Matoro’s ISA Sandbox FAQ

Ever wanted to take a SPARC for a spin? Appraise an AlphaServer or inspect an Itanium? Are you a developer who received a bug report on some obscure platform you’ve never heard of before? Or simply one who cares about portability, and would like your software to support platforms to which you have no direct access?

The ISA Sandbox is an environment which allows developers and users free shell access to bare-metal hosts of unusual, obscure and/or obsolete hardware to which they are unlikely to have access otherwise. There are no special entry requirements in order to be provisioned an account, simply an interest in alternative CPU architectures is sufficient.

Rules for use

The ISA Sandbox is a shared-usage environment, where user resource consumption is not limited by cgroups or any other method. It is very possible to kill a system by forkbombing, consuming all available memory, etc. intentionally or unintentionally. Some of the available systems are naturally very resource-constrained due to their age. Therefore it is asked that you be considerate of other users’ usage on the system. If possible, if a system is already under load, try to limit usage to half of the available cores (where applicable). Limit your memory usage or ask for advice if you see the OOM killer being invoked on your or somebody else’s processes.

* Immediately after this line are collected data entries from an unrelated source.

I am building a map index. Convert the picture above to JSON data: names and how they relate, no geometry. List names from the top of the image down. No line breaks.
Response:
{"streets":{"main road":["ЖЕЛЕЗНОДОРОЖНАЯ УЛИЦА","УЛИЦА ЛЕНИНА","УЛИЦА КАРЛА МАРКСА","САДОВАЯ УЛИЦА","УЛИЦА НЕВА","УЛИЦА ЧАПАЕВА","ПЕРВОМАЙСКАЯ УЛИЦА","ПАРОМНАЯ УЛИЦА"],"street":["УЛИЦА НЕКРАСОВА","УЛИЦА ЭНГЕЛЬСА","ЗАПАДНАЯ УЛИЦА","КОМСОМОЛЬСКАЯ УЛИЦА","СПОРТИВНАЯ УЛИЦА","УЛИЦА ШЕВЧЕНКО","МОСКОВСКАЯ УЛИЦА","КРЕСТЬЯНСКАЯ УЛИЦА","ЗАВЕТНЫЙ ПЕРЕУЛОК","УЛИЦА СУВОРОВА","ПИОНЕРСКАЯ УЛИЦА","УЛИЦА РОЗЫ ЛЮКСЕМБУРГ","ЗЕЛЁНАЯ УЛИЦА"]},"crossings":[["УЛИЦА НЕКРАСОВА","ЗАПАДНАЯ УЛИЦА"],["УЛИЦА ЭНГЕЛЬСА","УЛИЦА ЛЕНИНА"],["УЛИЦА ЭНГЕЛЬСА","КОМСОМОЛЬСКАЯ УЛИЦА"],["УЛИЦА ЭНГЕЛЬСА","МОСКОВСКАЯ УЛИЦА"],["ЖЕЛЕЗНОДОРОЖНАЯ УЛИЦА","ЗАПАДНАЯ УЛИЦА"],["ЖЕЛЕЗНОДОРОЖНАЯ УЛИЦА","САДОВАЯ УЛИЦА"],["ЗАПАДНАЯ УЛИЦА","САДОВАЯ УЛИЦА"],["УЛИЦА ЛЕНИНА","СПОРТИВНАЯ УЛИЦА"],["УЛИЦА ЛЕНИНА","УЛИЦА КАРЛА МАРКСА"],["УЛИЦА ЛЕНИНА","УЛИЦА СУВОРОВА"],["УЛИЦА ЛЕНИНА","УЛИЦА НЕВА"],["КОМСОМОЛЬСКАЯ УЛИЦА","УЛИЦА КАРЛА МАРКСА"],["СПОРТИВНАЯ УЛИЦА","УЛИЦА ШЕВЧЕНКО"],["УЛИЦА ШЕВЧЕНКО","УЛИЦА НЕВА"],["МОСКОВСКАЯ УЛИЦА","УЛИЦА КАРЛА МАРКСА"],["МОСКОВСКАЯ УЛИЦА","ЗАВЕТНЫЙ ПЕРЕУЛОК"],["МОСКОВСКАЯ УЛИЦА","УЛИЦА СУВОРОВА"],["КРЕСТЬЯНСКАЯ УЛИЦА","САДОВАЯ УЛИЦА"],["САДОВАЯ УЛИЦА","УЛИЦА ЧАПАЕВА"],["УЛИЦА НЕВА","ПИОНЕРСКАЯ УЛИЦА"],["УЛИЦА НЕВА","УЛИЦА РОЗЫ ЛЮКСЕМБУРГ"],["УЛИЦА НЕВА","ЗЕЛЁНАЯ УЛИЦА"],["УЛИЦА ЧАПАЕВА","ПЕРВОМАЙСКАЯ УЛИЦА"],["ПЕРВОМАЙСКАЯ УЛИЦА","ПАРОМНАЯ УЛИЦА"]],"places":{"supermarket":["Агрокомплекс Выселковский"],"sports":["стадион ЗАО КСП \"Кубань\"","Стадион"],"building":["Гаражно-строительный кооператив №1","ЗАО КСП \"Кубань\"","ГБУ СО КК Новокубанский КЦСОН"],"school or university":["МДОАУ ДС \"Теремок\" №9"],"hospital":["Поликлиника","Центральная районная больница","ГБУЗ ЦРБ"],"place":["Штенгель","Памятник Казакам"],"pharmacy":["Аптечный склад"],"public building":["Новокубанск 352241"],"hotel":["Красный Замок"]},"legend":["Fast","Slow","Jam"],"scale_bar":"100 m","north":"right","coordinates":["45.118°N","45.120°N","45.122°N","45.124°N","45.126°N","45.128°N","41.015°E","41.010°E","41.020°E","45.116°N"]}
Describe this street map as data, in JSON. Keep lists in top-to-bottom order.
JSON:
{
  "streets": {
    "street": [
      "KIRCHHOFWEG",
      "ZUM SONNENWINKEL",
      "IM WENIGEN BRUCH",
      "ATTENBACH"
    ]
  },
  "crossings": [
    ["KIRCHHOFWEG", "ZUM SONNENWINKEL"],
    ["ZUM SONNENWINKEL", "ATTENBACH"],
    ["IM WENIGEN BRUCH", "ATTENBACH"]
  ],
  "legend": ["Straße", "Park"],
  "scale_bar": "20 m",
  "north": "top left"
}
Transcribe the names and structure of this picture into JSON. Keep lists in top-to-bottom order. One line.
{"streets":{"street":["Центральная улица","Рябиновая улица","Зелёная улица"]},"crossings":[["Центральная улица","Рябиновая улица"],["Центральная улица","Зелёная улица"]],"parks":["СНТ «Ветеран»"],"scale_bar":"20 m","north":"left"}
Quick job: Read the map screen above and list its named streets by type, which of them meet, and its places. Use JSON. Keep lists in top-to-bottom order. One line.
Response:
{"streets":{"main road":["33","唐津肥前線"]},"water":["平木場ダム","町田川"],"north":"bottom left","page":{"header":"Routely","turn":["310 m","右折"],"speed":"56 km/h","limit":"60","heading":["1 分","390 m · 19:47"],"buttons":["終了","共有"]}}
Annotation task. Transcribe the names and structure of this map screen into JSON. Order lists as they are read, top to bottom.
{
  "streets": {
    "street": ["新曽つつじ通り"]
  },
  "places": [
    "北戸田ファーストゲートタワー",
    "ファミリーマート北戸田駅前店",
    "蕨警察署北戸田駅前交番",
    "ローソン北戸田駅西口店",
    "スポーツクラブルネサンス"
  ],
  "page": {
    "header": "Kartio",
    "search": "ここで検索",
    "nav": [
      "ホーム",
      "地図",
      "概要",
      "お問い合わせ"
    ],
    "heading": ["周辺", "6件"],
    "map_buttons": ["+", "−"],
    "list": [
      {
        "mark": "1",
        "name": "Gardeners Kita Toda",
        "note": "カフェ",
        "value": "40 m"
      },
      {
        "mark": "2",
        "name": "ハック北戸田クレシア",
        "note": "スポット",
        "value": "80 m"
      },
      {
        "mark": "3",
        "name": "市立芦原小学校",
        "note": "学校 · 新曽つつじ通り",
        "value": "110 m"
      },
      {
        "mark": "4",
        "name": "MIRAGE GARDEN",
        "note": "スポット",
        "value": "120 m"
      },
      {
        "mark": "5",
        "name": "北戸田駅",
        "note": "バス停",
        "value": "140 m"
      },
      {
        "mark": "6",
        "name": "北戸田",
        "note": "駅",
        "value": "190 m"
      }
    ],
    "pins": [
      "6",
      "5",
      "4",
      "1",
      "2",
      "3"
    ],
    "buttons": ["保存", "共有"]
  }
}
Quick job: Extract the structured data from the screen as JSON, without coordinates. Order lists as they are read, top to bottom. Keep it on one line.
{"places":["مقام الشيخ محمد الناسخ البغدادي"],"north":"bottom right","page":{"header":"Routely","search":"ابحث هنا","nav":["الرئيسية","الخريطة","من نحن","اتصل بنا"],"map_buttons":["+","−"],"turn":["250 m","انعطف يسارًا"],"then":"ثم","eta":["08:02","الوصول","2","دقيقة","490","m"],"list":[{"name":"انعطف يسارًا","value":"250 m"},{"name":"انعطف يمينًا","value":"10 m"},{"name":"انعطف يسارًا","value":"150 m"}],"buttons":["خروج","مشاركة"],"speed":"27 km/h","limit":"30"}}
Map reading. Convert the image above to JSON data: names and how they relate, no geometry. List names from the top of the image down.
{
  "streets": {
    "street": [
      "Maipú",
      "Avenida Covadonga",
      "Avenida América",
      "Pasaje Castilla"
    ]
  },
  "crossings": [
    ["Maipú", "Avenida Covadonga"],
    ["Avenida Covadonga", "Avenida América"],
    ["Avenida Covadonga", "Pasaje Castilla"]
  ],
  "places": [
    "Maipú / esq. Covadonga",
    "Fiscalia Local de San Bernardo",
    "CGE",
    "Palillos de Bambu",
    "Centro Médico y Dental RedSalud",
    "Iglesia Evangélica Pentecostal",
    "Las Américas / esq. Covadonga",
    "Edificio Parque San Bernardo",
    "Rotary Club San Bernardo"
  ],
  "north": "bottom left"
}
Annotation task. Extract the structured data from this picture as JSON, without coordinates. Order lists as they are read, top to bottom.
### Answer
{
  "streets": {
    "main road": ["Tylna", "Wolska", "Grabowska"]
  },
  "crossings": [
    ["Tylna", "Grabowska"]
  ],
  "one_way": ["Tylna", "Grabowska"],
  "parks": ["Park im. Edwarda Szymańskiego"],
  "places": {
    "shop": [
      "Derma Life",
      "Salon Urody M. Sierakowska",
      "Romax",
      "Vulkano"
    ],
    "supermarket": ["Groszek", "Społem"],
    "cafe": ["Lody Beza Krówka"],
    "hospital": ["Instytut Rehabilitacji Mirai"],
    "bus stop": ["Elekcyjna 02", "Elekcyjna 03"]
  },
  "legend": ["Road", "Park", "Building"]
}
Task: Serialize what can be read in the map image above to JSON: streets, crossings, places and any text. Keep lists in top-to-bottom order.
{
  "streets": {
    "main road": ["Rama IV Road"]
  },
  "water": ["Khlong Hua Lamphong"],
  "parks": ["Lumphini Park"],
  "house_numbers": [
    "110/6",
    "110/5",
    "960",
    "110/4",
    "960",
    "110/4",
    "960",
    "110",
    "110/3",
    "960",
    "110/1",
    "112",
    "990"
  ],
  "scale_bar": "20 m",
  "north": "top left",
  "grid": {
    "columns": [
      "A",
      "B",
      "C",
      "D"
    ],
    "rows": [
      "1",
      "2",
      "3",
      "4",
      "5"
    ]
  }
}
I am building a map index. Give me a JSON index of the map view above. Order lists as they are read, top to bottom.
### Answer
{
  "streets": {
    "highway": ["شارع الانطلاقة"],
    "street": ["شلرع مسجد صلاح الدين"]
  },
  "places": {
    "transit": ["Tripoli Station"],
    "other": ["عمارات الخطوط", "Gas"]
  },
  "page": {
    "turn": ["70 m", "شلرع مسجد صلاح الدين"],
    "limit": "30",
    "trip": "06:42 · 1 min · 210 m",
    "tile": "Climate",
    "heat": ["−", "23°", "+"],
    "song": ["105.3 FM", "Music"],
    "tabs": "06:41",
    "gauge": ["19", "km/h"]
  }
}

Network traffic is on an unlimited symmetric gigabit connection (10 gigabit between hosts). More importantly, traffic is associated with static egress IPs assigned to my business account. Despite being relatively restricted, it is still possible to abuse this availability (DDoS, scraping, proxy for personal traffic, etc). Do not treat the Sandbox as your personal VPS. ABUSE OF THE NETWORK WHICH IMPACTS MY IP REPUTATION WILL RESULT IN REMOVAL OF OUTBOUND NETWORK PRIVILEGES.

Home directories

User home directories are shared across all machines, using Samba over SMB1 with Unix extensions. The Samba encryption extension is also enabled. Home directories are mounted on-demand, via AutoFS, when logging in. This means that all files under a given home directory are required to be owned by that user. Attempting to chown anything in a home directory will fail. chmod will still work.

Because of this restriction, authorized SSH keys are stored on the root filesystem, in a user-writable file, at /usr/local/share/authorized_keys/%u. If you need to add additional authorized keys, it must be done manually across each host which requires the additional key.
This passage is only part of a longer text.